For nearly a quarter of an hour the wheels of the cab rattled in the ears of Mr. Leland. It then stopped, and the anxious father sprang out upon the pavement. The carriage had drawn up a little in advance, and a lady was descending from it, assisted by a man. Mr. Leland knew the form of his daughter. Ere the young lady and her attendant could cross the pavement, he had confronted them. Angry beyond the power of control, he seized the arm of Jane with one hand, and, as he drew away from her companion, knocked him down with a tremendous blow from the cane which he held in the other. Then dragging, or rather carrying, his frightened daughter to the cab, thrust her in, and, as he followed after, gave the driver the direction of his house, and ordered him to go there at the quickest speed. Jane either was, or affected to be, unconscious, when she arrived at home.

Two days after, this paragraph appeared in one of the daily papers.

"SAVED FROM THE BRINK OF RUIN.—A young man of notoriously bad character, yet connected with one of our first families, recently attempted to draw aside from virtue an innocent but thoughtless and unsuspecting girl, the daughter of a respectable citizen. He appointed a meeting with her in the street at night, and she was mad enough to join him at the hour mentioned. Fortunately it happened that the father, by some means, received intelligence of what was going on, and hurried to the place. He arrived in time to see them enter a carriage and drive off. He followed in another carriage, and when they stopped before a house, well known to be one of evil repute, he confronted them on the pavement, knocked the young villain down, and carried his daughter off home. We forbear to mention names, as it would do harm, rather than good, the young lady being innocent of any evil intent, and unsuspicious of wrong in her companion.
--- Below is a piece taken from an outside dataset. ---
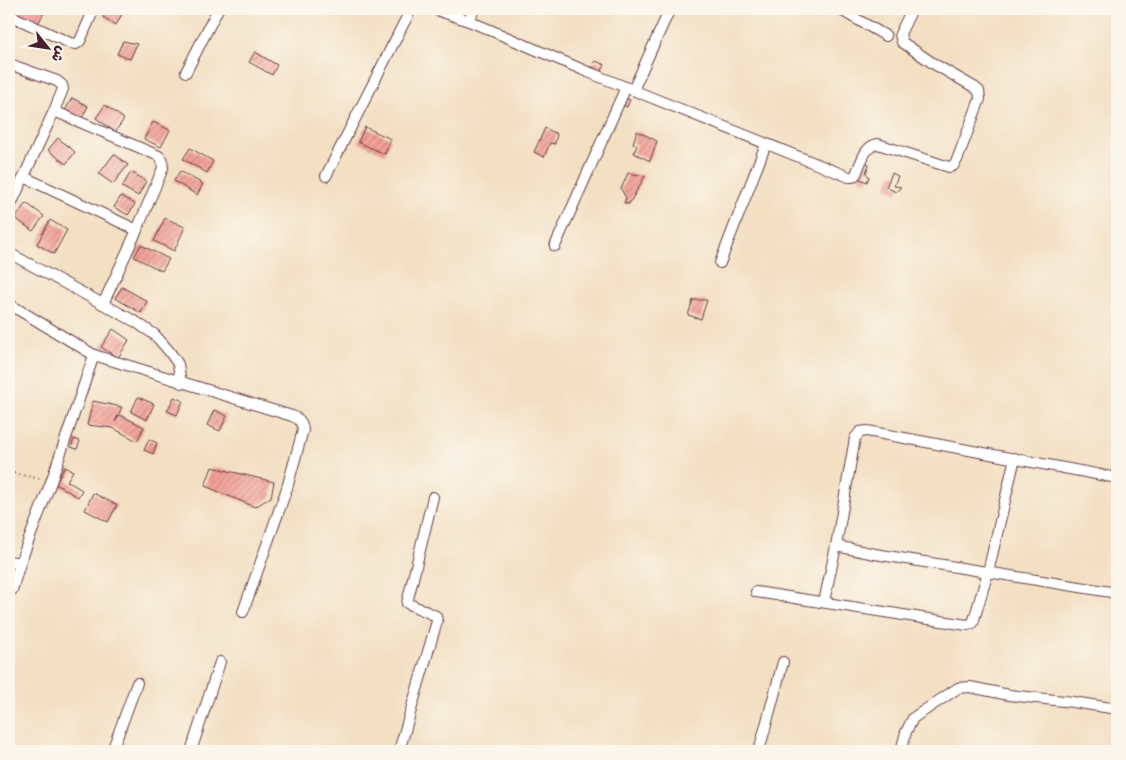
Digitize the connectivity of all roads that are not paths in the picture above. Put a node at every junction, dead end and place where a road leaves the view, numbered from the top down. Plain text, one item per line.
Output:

We hope it will prove a lesson that she will never forget. She made a most fortunate escape."

When Jane Leland was shown this paragraph, she shuddered and turned pale; and the shudder went deeper, and her cheek became still paler, a few weeks later when the sad intelligence came that Mary Halloran had fallen into the same snare that had been laid for her feet; a willing victim too many believed, for she was not ignorant of Clement's real character.

By sad experience Mrs. Leland was taught the folly of any weak departure from what is clearly seen to be a right course of action; and she understood, better than she had ever done before, the oft-repeated remark of her husband that "only those whose principles and conduct we approve are to be considered, in any true sense, neighbors."